Main façade and entrance

Main façade

Located inside a large enclosed space, the basilica has a modern façade decorated with bas-relief and inscriptions which summarise the story of the Mystery of the Incarnation, works by the Italian sculptor Angelo Biancini.

The white stone façade is slightly concave and separated by horizontal stretches of pink stone decorated with the four elements of the world that, according to ancient cosmography, Christ would have had to cross to be incarnated: fire, air, water and earth. Three window series, made up of smaller windows arranged in a pyramid, give a vertical slant to the solid façade.

Looking up, there are two bas-relief depictions with Mary and angel Gabriel on the moment of the Annunciation, with the Latin phrase "Angelus Domini nuntiavit Mariæ" at its base.

In the section below the four evangelists are symbolically represented: Matthew as a winged man, Mark as a lion, Luke as an ox and John with the image of an eagle. At the sides, a few inscriptions in Latin refer to the prophecies of Christ and Mary in the Old Testament: on the left, the passage of Genesis «Ait Dominus ad serpentem. Ipsa conteret caput tuum et tu insidiaberis calcaneo eius» (Gen 3,14-15) and on the right that of Isaiah «Ecce Virgo concipiet et pariet filium et vocabitur nomen eius Emmanuel» (Is 7, 14b).
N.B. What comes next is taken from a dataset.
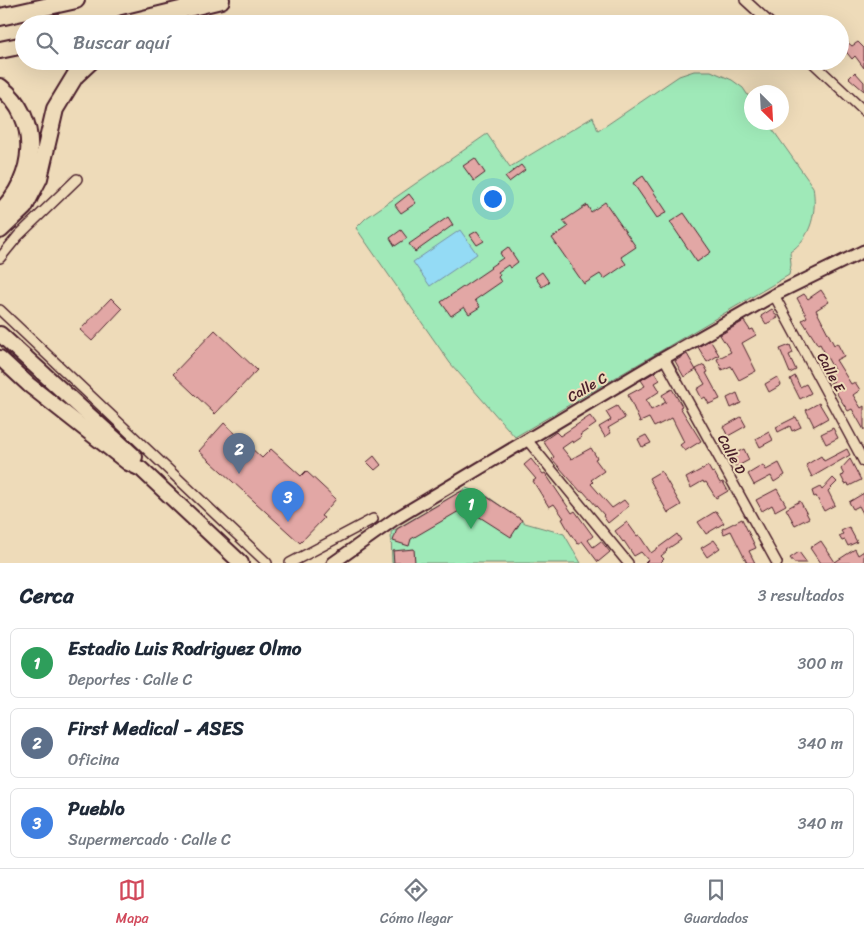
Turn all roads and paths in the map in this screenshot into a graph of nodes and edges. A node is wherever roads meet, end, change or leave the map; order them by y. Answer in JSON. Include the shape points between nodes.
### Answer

The hymn of John «Verbum Caro factum est et habitavit in nobis» (Gv 1,14) appears above the three entry doors.

The façade is flanked by two octagonal towers. On the top of the tympanum the three-metre high bronze statue of "Christ Blessing" can be seen: the whole façade, including the famous Son of God «made of a woman, made under the law, to redeem those under the law, that we might receive the adoption of sons» (Gal 4,4-5).

On the architrave of the central door there is an engraving of the monogram of Christ, the ancient Christian symbol that can also be found in Byzantine mosaics inside the lower church. The embossed bronze and copper shutters of the doors, created by the German sculptor Roland Friedrichsen, represent the life of Christ from his birth to his death on the cross.